Searching the house, authorities found:
-Whole human bones and fragments
-Nine masks of human skin
-Bowls made from human skulls.
-Ten female heads with the tops sawn off.
-Human skin covering several chair seats.
-Mary Hogan's head in a paper bag
-Bernice Worden's head in a burlap sack.
-Nine vulvae in a shoe box
-A belt made from female human nipples
-Skulls on his bedposts.
-A pair of lips on a draw string for a window-shade.
-A lampshade made from the skin from a human face.
These artifacts were photographed at a crime laboratory and were then destroyed.
When questioned, Gein told investigators that between 1947 and 1952, he made as many as 40 nocturnal visits to three local graveyards to exhume recently buried bodies while he was in
a "daze-like" state. On about 30 of those visits, he said he came out of the daze while in the cemetery, left the grave in good order, and returned home empty handed. On the other
occasions, he dug up the graves of recently buried middle-aged women he thought resembled his mother and took the bodies home, where he tanned their skins to make his paraphernalia.

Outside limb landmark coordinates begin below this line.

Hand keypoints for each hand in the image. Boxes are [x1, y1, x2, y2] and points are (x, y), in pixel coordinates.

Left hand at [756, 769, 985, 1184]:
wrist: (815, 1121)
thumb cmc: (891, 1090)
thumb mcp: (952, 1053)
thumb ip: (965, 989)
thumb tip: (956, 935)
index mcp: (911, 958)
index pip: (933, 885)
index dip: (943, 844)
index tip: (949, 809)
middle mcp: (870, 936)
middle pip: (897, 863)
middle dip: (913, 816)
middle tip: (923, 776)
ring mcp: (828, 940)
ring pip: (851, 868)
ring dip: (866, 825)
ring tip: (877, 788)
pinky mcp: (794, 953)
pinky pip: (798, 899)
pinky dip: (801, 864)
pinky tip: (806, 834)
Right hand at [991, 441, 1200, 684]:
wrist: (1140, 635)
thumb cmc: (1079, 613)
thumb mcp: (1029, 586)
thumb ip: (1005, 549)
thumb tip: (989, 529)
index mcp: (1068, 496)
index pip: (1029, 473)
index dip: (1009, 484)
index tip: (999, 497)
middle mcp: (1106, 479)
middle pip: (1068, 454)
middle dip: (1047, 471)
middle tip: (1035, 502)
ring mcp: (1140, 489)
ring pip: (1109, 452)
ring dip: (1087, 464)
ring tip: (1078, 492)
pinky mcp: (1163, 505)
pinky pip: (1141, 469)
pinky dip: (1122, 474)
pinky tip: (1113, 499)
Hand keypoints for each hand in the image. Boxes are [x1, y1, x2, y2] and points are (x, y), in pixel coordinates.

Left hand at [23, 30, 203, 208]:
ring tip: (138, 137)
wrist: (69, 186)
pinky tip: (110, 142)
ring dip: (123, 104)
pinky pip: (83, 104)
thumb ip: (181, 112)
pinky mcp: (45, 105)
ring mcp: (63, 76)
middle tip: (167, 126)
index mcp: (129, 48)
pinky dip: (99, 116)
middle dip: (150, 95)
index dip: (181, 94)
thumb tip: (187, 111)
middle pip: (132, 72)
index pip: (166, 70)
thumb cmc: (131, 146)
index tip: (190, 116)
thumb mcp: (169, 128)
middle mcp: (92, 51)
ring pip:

Gein admitted robbing nine graves, leading investigators to their locations. Because authorities were uncertain as to whether the slight Gein was capable of single-handedly digging up a
grave during a single evening, they exhumed two of the graves and found them empty (one had a crowbar where the body should have been), thus apparently corroborating Gein's
confession. Allan Wilimovsky of the state crime laboratory participated with opening three test graves identified by Gein. The caskets were inside wooden boxes; the top boards ran
crossways (not lengthwise). The tops of the boxes were about two feet below the surface in sandy soil. Gein had robbed the graves soon after the funerals when the graves were not
completed. They were found as Gein described: one casket was empty, one Gein had failed to open when he lost his pry bar, and most of the body was gone from the third but Gein had
returned rings and some body parts.
Soon after his mother's death, Gein apparently decided he wanted a sex change and began to create a "woman suit" so he could pretend to be female. Gein's practice of donning the
tanned skins of women was described as an "insane transvestite ritual". Gein denied having sex with the bodies he exhumed, explaining: "They smelled too bad." During state crime
laboratory interrogation, Gein also admitted to the shooting death of Mary Hogan, a tavern owner missing since 1954 whose head was found in his house, but later denied memory of
details of her death.
A 16-year-old youth, whose parents were friends of Gein and who attended ball games and movies with him, reported that Gein kept shrunken heads in his house, which Gein had
described as relics from the Philippines, sent by a cousin who had served on the islands during World War II. Upon investigation by the police, these were determined to be human facial
skins, carefully peeled from corpses and used by Gein as masks.
Waushara County sheriff Art Schley reportedly assaulted Gein during questioning by banging Gein's head and face into a brick wall; as a result, Gein's initial confession was ruled
inadmissible. Schley died of heart failure during 1968, at age 43, before Gein's trial. Many who knew him said he was traumatized by the horror of Gein's crimes and that this, along with the
fear of having to testify (especially about assaulting Gein), caused his death. One of his friends said: "He was a victim of Ed Gein as surely as if he had butchered him."